L’une de ces femmes est Wilsa Scott, originaire des environs de Nome, dans l’ouest de l’Alaska. Dans une interview accordée à Alaska Public Media, elle a déclaré qu’elle aimerait un jour apprendre à coudre des vêtements pour sa famille et retrouver une partie des connaissances que sa génération a perdues. « Ma grand-mère cousait des parkas, des mukluks (bottes traditionnelles en peau de phoque, ndlr) et nos vêtements amérindiens. Et maintenant, je peux faire la même chose pour mes enfants et mes petits-enfants ». Mais elle travaille toujours sur son deuxième yoyo esquimau.
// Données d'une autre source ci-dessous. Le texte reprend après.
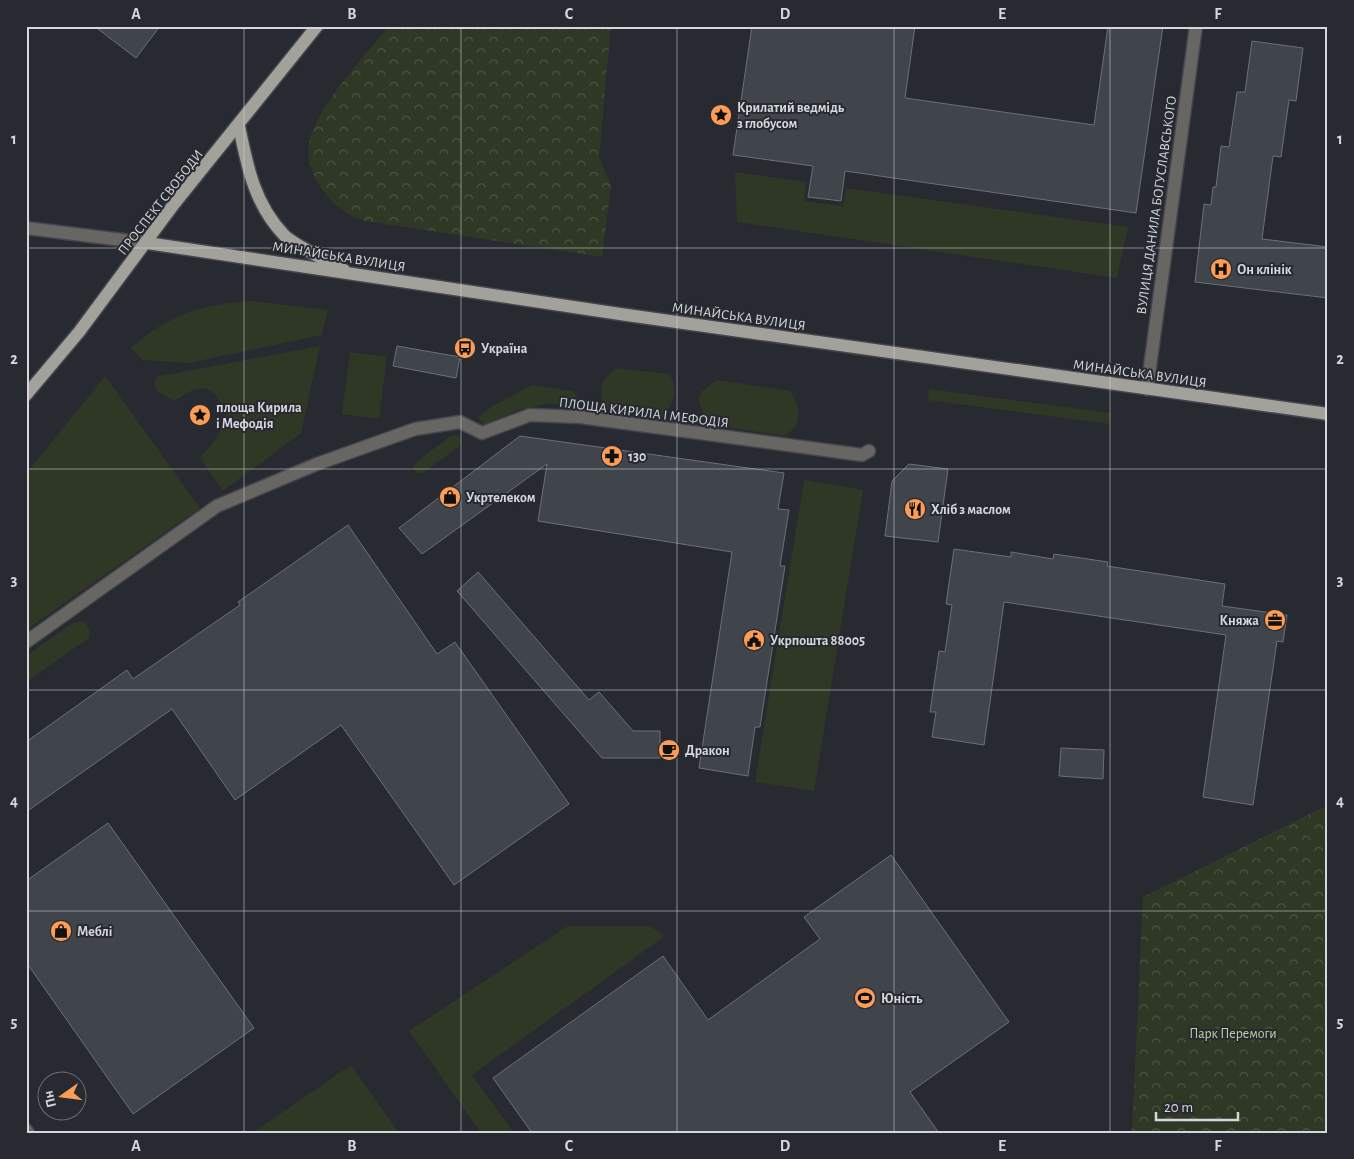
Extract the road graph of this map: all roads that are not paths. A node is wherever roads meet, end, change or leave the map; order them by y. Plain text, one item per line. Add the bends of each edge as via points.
1 (317, 26) edge
2 (1196, 26) edge
3 (238, 126) junction
4 (26, 228) edge
5 (147, 243) junction
6 (350, 274) junction
7 (1147, 389) junction
8 (26, 395) edge
9 (1328, 414) edge
10 (869, 451) dead end
11 (26, 642) edge
12 (26, 1130) edge
13 (28, 1133) edge

1 - 3 main road, ПРОСПЕКТ СВОБОДИ
2 - 7 street, ВУЛИЦЯ ДАНИЛА БОГУСЛАВСЬКОГО
3 - 5 main road, ПРОСПЕКТ СВОБОДИ
3 - 6 main road via 250,178 268,214 285,236
4 - 5 street
5 - 6 main road, МИНАЙСЬКА ВУЛИЦЯ
5 - 8 main road, ПРОСПЕКТ СВОБОДИ
6 - 7 main road, МИНАЙСЬКА ВУЛИЦЯ
7 - 9 main road, МИНАЙСЬКА ВУЛИЦЯ
10 - 11 street, ПЛОЩА КИРИЛА І МЕФОДІЯ via 862,455 580,417 530,415 482,433 460,422 415,429 317,464 217,506
12 - 13 street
Les femmes sont fières de leur travail et du fait qu’elles parviennent à échapper à la dépendance grâce à l’artisanat. Les bracelets, les chapeaux de fourrure, les vêtements, etc. que les femmes fabriquent à IñuPiphany seront également vendus dans la boutique du studio. Photo : IñuPiphany via Facebook

En outre, Scott dit utiliser le studio comme un endroit où elle peut obtenir le soutien de ses camarades de classe pour l’empêcher de sombrer dans la toxicomanie. Elle affirme que son dévouement à l’artisanat lui a permis d’économiser du temps et de l’argent, alors qu’il y a quelques années, elle aurait passé des nuits entières dans des bars ou à passer le lendemain matin à se remettre d’une gueule de bois. « Les femmes me demandent comment je vais », dit-elle. « Il y a donc beaucoup de soutien pour ma sobriété.
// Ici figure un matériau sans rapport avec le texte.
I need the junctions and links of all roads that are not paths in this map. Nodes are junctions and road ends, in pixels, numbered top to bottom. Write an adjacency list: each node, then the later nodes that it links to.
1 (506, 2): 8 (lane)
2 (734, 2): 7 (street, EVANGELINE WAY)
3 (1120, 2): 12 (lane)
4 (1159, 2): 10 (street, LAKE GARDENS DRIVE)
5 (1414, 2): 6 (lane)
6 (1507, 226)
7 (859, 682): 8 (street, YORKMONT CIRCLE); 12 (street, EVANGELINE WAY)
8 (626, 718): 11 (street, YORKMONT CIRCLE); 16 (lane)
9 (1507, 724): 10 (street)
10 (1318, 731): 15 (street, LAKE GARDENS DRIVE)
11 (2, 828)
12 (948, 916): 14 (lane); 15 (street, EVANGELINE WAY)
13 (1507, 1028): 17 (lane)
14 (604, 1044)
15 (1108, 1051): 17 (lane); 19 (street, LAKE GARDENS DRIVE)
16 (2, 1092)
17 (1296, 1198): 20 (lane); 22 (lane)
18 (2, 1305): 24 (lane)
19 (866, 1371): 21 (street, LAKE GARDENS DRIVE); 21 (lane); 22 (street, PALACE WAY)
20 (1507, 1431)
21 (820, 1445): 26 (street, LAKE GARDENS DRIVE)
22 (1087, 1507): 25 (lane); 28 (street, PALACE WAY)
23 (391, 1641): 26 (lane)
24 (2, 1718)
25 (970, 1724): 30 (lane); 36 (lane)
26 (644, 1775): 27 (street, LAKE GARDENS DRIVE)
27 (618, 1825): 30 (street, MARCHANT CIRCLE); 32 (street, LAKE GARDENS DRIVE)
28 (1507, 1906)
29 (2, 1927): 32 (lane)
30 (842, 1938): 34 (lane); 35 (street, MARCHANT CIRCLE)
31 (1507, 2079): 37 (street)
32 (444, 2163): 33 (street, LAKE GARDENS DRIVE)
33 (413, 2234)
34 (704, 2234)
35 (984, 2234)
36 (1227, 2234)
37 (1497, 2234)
C’est ce que fait l’initiatrice Lane, qui offre parfois à ses artistes du maktaaq, ce met fait de peau de baleine avec la couche de graisse qui la recouvre.

Les cours et l’utilisation de l’espace du studio sont gratuits pour les femmes, mais elles doivent payer le matériel. Pendant les cours d’une semaine, les artistes doivent produire deux œuvres : l’une qu’ils gardent et l’autre qu’ils donnent au magasin de l’atelier pour la vente. En outre, certaines règles s’appliquent, comme l’interdiction de consommer des drogues ou de l’alcool.
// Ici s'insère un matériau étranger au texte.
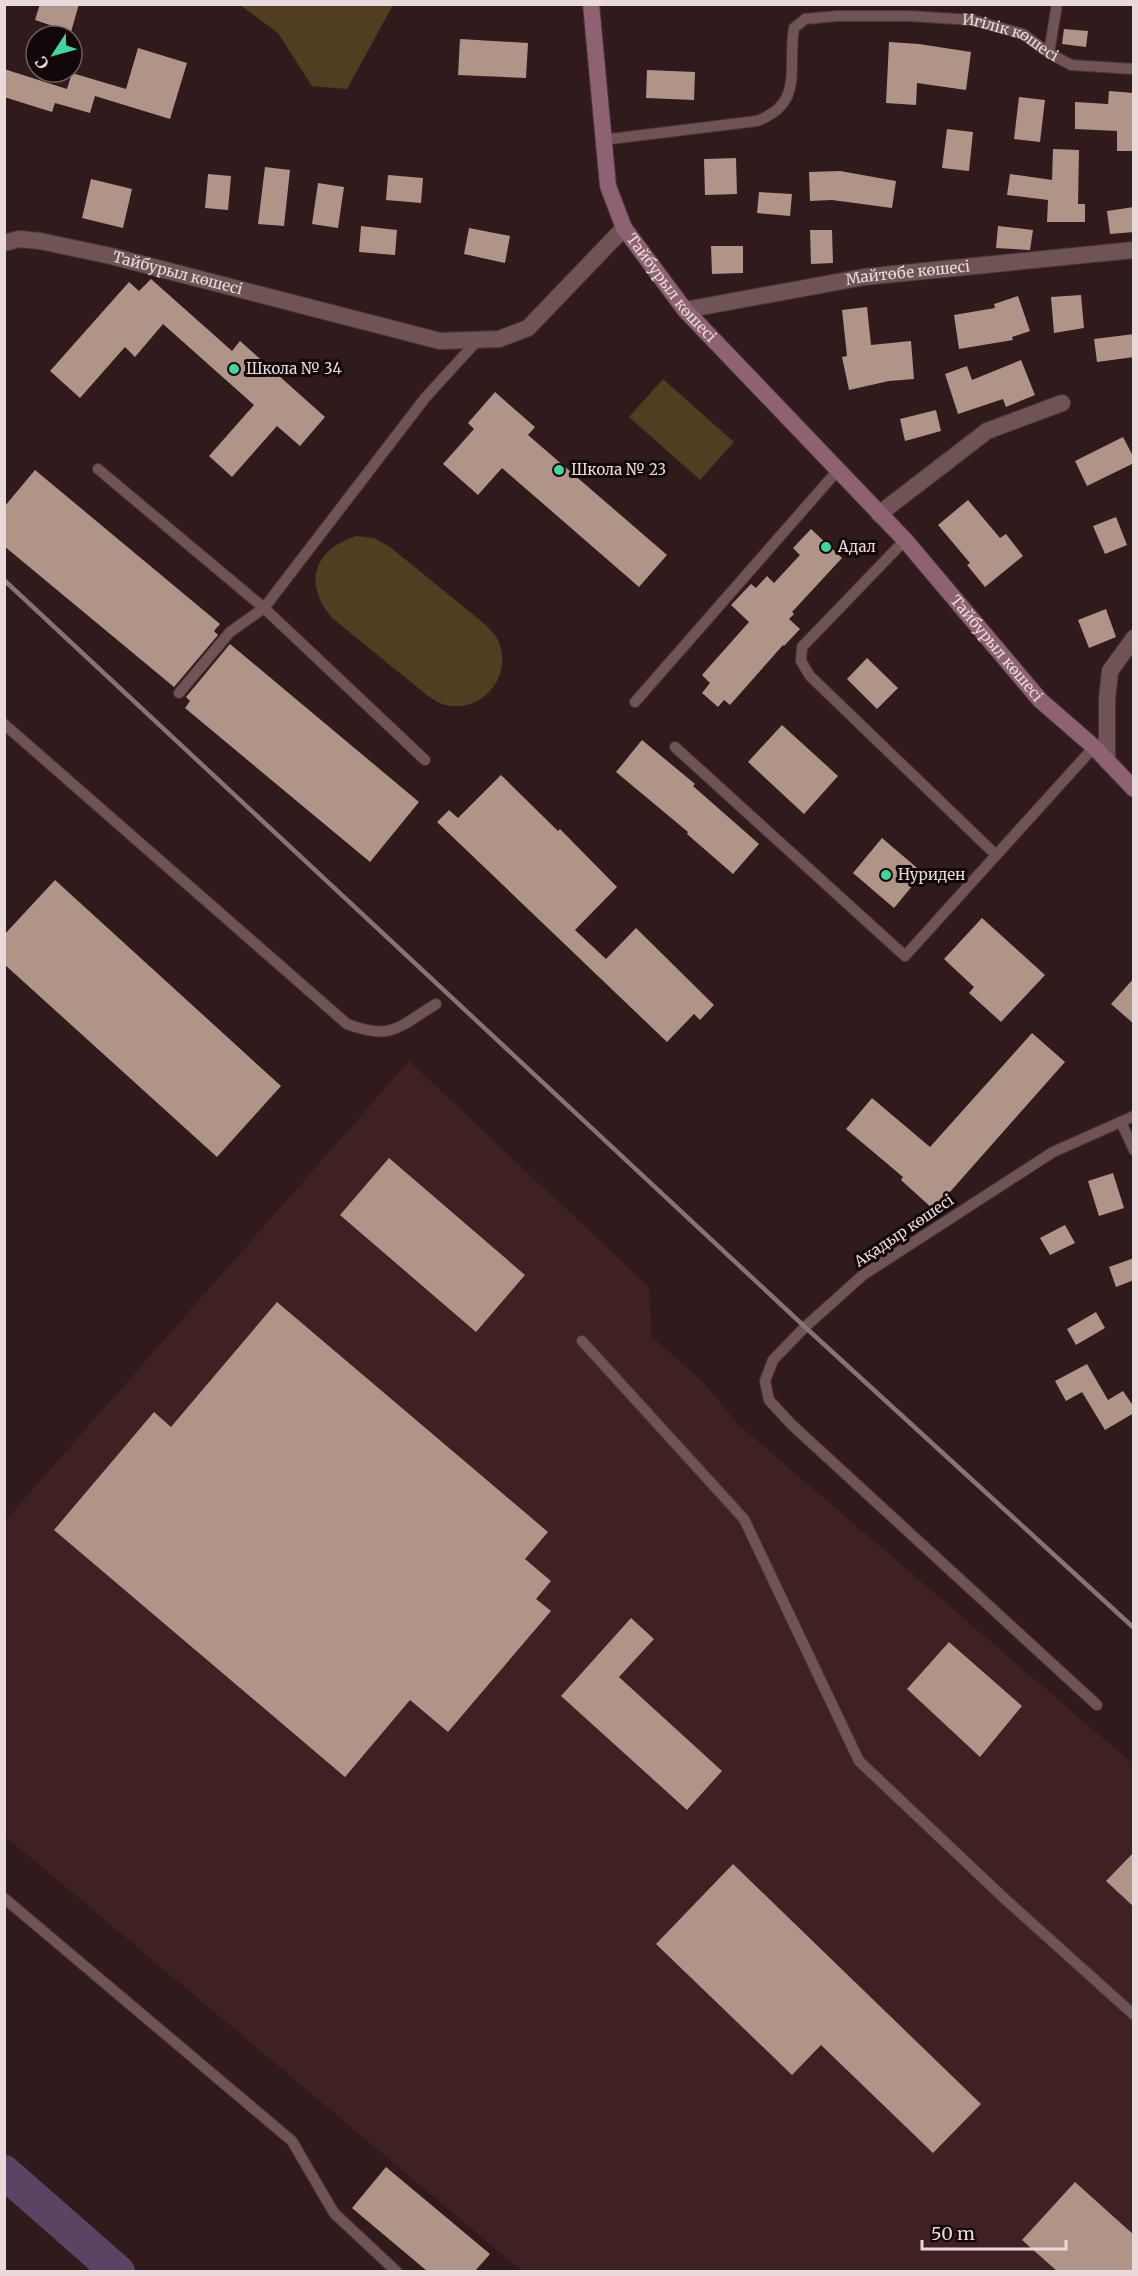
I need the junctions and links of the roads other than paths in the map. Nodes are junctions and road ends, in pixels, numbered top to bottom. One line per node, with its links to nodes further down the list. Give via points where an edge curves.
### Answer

Lane a adopté ce concept à partir de l’Alaska Art Alliance voisine, qui existe depuis un peu moins de dix ans et s’adresse principalement aux hommes. Son fondateur, Leon Misak Kinneeveauk, était lui-même toxicomane et a passé des années en prison avant d’avoir l’idée de créer l’Art Alliance.

Il espère que le modèle de magasins comme Art Alliance et IñuPiphany sera reconnu pour ce qu’il est : des centres d’aide à la toxicomanie et à l’alcoolisme basés sur la culture.